▶ [YOUR GOAL]:
This task calls for copying every line of the records that includes the word "Ορφέως".

(Saved entries)
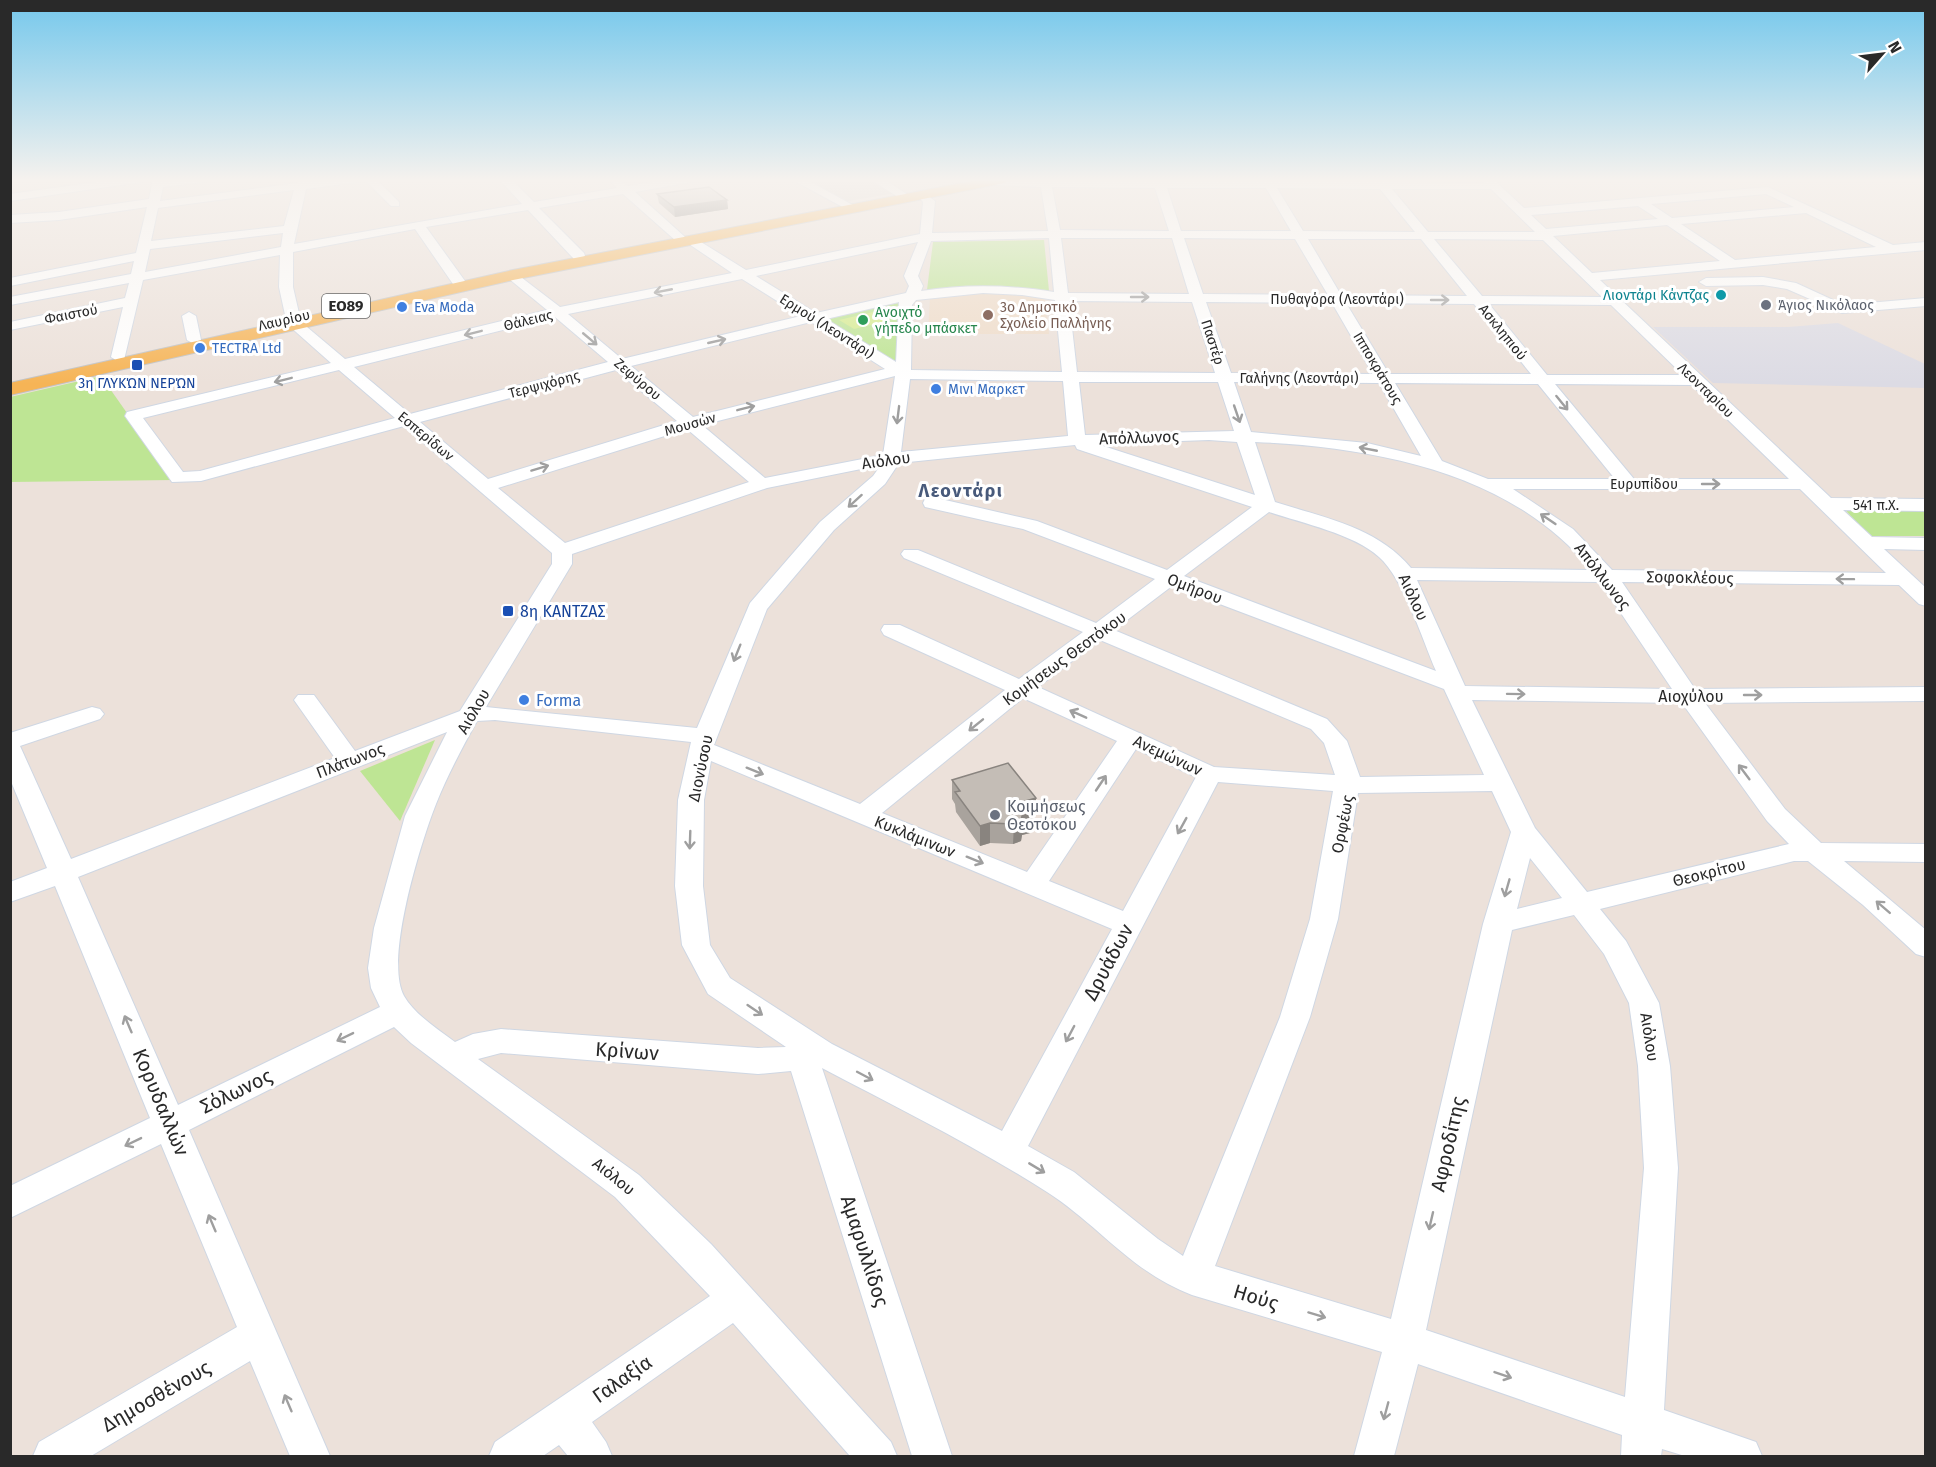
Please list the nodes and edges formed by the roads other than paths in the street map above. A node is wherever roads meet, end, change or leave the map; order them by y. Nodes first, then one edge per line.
1 (144, 247) edge
2 (166, 247) edge
3 (286, 247) edge
4 (303, 247) edge
5 (434, 247) edge
6 (571, 247) edge
7 (629, 247) edge
8 (640, 247) edge
9 (700, 247) edge
10 (875, 247) edge
11 (922, 247) edge
12 (1056, 247) edge
13 (1181, 247) edge
14 (1306, 247) edge
15 (1434, 247) edge
16 (1559, 247) edge
17 (1706, 247) edge
18 (1888, 247) edge
19 (1909, 247) edge
20 (1891, 249) junction
21 (143, 251) junction
22 (285, 251) junction
23 (579, 256) junction
24 (1732, 264) junction
25 (744, 274) junction
26 (513, 275) junction
27 (1589, 277) junction
28 (136, 278) junction
29 (458, 281) junction
30 (10, 282) edge
31 (1696, 283) dead end
32 (1613, 294) junction
33 (912, 296) junction
34 (1061, 297) junction
35 (1198, 298) junction
36 (1337, 299) junction
37 (1477, 300) junction
38 (10, 301) edge
39 (132, 301) junction
40 (1926, 302) edge
41 (558, 312) junction
42 (189, 316) dead end
43 (814, 318) junction
44 (293, 321) junction
45 (10, 326) edge
46 (194, 340) junction
47 (119, 357) junction
48 (619, 364) junction
49 (343, 366) junction
50 (901, 372) junction
51 (1068, 376) junction
52 (1225, 378) junction
53 (1384, 378) junction
54 (1543, 379) junction
55 (1696, 380) junction
56 (10, 382) edge
57 (10, 389) edge
58 (408, 420) junction
59 (690, 423) junction
60 (1244, 436) junction
61 (1077, 440) junction
62 (893, 458) junction
63 (1435, 465) junction
64 (177, 478) joint
65 (762, 484) junction
66 (1484, 484) junction
67 (1629, 484) junction
68 (1804, 484) junction
69 (484, 486) junction
70 (932, 503) dead end
71 (1826, 504) junction
72 (1268, 505) junction
73 (1926, 505) edge
74 (1866, 543) junction
75 (1926, 544) edge
76 (562, 551) junction
77 (911, 554) dead end
78 (1404, 574) junction
79 (1606, 576) junction
80 (1172, 579) junction
81 (1904, 579) junction
82 (1926, 600) edge
83 (892, 630) dead end
84 (1100, 631) junction
85 (1022, 688) junction
86 (1455, 689) junction
87 (1926, 694) edge
88 (1688, 696) junction
89 (306, 700) dead end
90 (92, 714) dead end
91 (470, 715) junction
92 (1131, 738) junction
93 (10, 741) edge
94 (703, 742) junction
95 (10, 748) edge
96 (349, 760) junction
97 (1210, 774) junction
98 (1501, 783) junction
99 (1349, 784) junction
100 (863, 815) junction
101 (1524, 831) junction
102 (1815, 852) junction
103 (1926, 853) edge
104 (63, 872) junction
105 (1033, 884) junction
106 (10, 893) edge
107 (1581, 903) junction
108 (1128, 924) junction
109 (1497, 924) junction
110 (1926, 947) edge
111 (398, 1011) junction
112 (809, 1053) junction
113 (455, 1058) junction
114 (170, 1124) junction
115 (1008, 1151) junction
116 (10, 1203) edge
117 (1192, 1278) junction
118 (735, 1300) junction
119 (259, 1335) junction
120 (1404, 1341) junction
121 (565, 1419) junction
122 (1642, 1439) edge
123 (53, 1456) edge
124 (310, 1456) edge
125 (509, 1456) edge
126 (592, 1456) edge
127 (877, 1456) edge
128 (932, 1456) edge
129 (1374, 1456) edge
130 (1742, 1456) edge

1 - 21 street
2 - 21 street
3 - 22 street
4 - 22 street
5 - 29 street
6 - 23 street
7 - 23 main road, Λαυρίου / ΕΟ89
8 - 26 main road, Λαυρίου / ΕΟ89
9 - 25 street, Ερμού (Λεοντάρι)
10 - 25 street, Θάλειας
11 - 33 street
12 - 34 street
13 - 35 street, Παστέρ
14 - 36 street, Ιπποκράτους
15 - 37 street, Ασκληπιού
16 - 27 street, Λεονταρίου
17 - 24 street
18 - 20 street
19 - 20 street
20 - 24 street
21 - 28 street
21 - 30 street
22 - 28 street
22 - 44 street
23 - 29 main road, Λαυρίου / ΕΟ89
24 - 27 street
25 -> 41 street, Θάλειας
25 - 43 street, Ερμού (Λεοντάρι)
26 - 41 street, Ζεφύρου
26 - 44 main road, Λαυρίου / ΕΟ89
27 - 32 street, Λεονταρίου
28 - 38 street
28 - 39 street
29 - 44 main road, Λαυρίου / ΕΟ89
31 - 40 street
32 - 37 street, Πυθαγόρα (Λεοντάρι)
32 - 55 street, Λεονταρίου
33 - 34 street, Πυθαγόρα (Λεοντάρι)
33 - 43 street, Τερψιχόρης
33 - 50 street
34 -> 35 street, Πυθαγόρα (Λεοντάρι)
34 - 51 street
35 - 36 street, Πυθαγόρα (Λεοντάρι)
35 - 52 street, Παστέρ
36 -> 37 street, Πυθαγόρα (Λεοντάρι)
36 - 53 street, Ιπποκράτους
37 - 54 street, Ασκληπιού
39 - 45 street, Φαιστού
39 - 47 street
41 -> 48 street, Ζεφύρου
41 -> 49 street, Θάλειας
42 - 46 street
48 -> 43 street, Τερψιχόρης
43 - 50 street, Ερμού (Λεοντάρι)
44 - 46 main road, Λαυρίου / ΕΟ89
44 - 49 street, Εσπερίδων
44 - 57 main road, Λαυρίου / ΕΟ89
46 - 47 main road, Λαυρίου / ΕΟ89
47 - 56 main road, Λαυρίου / ΕΟ89
48 - 58 street, Τερψιχόρης
48 - 59 street, Ζεφύρου
49 - 58 street, Εσπερίδων
49 -> 64 street, Θάλειας
50 - 51 street, Γαλήνης (Λεοντάρι)
59 -> 50 street, Μουσών
50 -> 62 street
51 - 52 street, Γαλήνης (Λεοντάρι)
51 - 61 street
52 - 53 street, Γαλήνης (Λεοντάρι)
52 -> 60 street, Παστέρ
53 - 54 street, Γαλήνης (Λεοντάρι)
53 - 63 street, Ιπποκράτους
54 - 55 street, Γαλήνης (Λεοντάρι)
54 -> 67 street, Ασκληπιού
55 - 68 street, Λεονταρίου
58 - 64 street, Τερψιχόρης
58 - 69 street, Εσπερίδων
59 - 65 street, Ζεφύρου
69 -> 59 street, Μουσών
60 - 61 street, Απόλλωνος
63 -> 60 street, Απόλλωνος
60 - 72 street, Παστέρ
61 - 62 street, Αιόλου
61 - 72 street, Αιόλου
62 - 65 street, Αιόλου
62 -> 94 street, Διονύσου
63 - 66 street, Απόλλωνος
65 - 76 street, Αιόλου
66 - 67 street, Ευρυπίδου
79 -> 66 street, Απόλλωνος
67 -> 68 street, Ευρυπίδου
68 - 71 street, Λεονταρίου
69 - 76 street, Εσπερίδων
70 - 80 street, Ομήρου
71 - 73 street, 541 π.Χ.
71 - 74 street, Λεονταρίου
72 - 78 street, Αιόλου
72 - 80 street, Κομήσεως Θεοτόκου
74 - 75 street
74 - 81 street, Λεονταρίου
76 - 91 street, Αιόλου
77 - 84 street, Ορφέως
78 - 79 street, Σοφοκλέους
78 - 86 street, Αιόλου
81 -> 79 street, Σοφοκλέους
79 - 88 street, Απόλλωνος
80 - 84 street, Κομήσεως Θεοτόκου
80 - 86 street, Ομήρου
81 - 82 street, Λεονταρίου
83 - 85 street, Ανεμώνων
84 - 85 street, Κομήσεως Θεοτόκου
84 - 99 street, Ορφέως
92 -> 85 street, Ανεμώνων
85 -> 100 street, Κομήσεως Θεοτόκου
86 -> 88 street, Αιοχύλου
86 - 98 street, Αιόλου
88 -> 87 street, Αιοχύλου
102 -> 88 street, Απόλλωνος
89 - 96 street
90 - 93 street
91 - 94 street, Πλάτωνος
91 - 96 street, Πλάτωνος
91 - 111 street, Αιόλου
92 - 97 street, Ανεμώνων
105 -> 92 street
94 -> 100 street, Κυκλάμινων
94 -> 112 street, Διονύσου
95 - 104 street, Κορυδαλλών
96 - 104 street, Πλάτωνος
97 - 99 street, Ανεμώνων
97 -> 108 street, Δρυάδων
98 - 99 street, Ανεμώνων
98 - 101 street, Αιόλου
99 - 117 street, Ορφέως
100 -> 105 street, Κυκλάμινων
101 - 107 street, Αιόλου
101 -> 109 street, Αφροδίτης
102 - 103 street, Θεοκρίτου
102 - 107 street, Θεοκρίτου
110 -> 102 street, Απόλλωνος
104 - 106 street, Πλάτωνος
114 -> 104 street, Κορυδαλλών
105 - 108 street, Κυκλάμινων
107 - 109 street, Θεοκρίτου
107 - 122 street, Αιόλου
108 -> 115 street, Δρυάδων
109 -> 120 street, Αφροδίτης
111 - 113 street, Αιόλου
111 -> 114 street, Σόλωνος
112 - 113 street, Κρίνων
112 -> 115 street, Ηούς
112 - 128 street, Αμαρυλλίδος
113 - 118 street, Αιόλου
114 -> 116 street, Σόλωνος
119 -> 114 street, Κορυδαλλών
115 -> 117 street, Ηούς
117 -> 120 street, Ηούς
118 - 121 street, Γαλαξία
118 - 127 street, Αιόλου
119 - 123 street, Δημοσθένους
124 -> 119 street, Κορυδαλλών
120 -> 122 street, Ηούς
120 -> 129 street, Αφροδίτης
121 - 125 street, Γαλαξία
121 - 126 street
122 - 130 street, Ηούς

▶ [RESULT]:
77 - 84 street, Ορφέως
84 - 99 street, Ορφέως
99 - 117 street, Ορφέως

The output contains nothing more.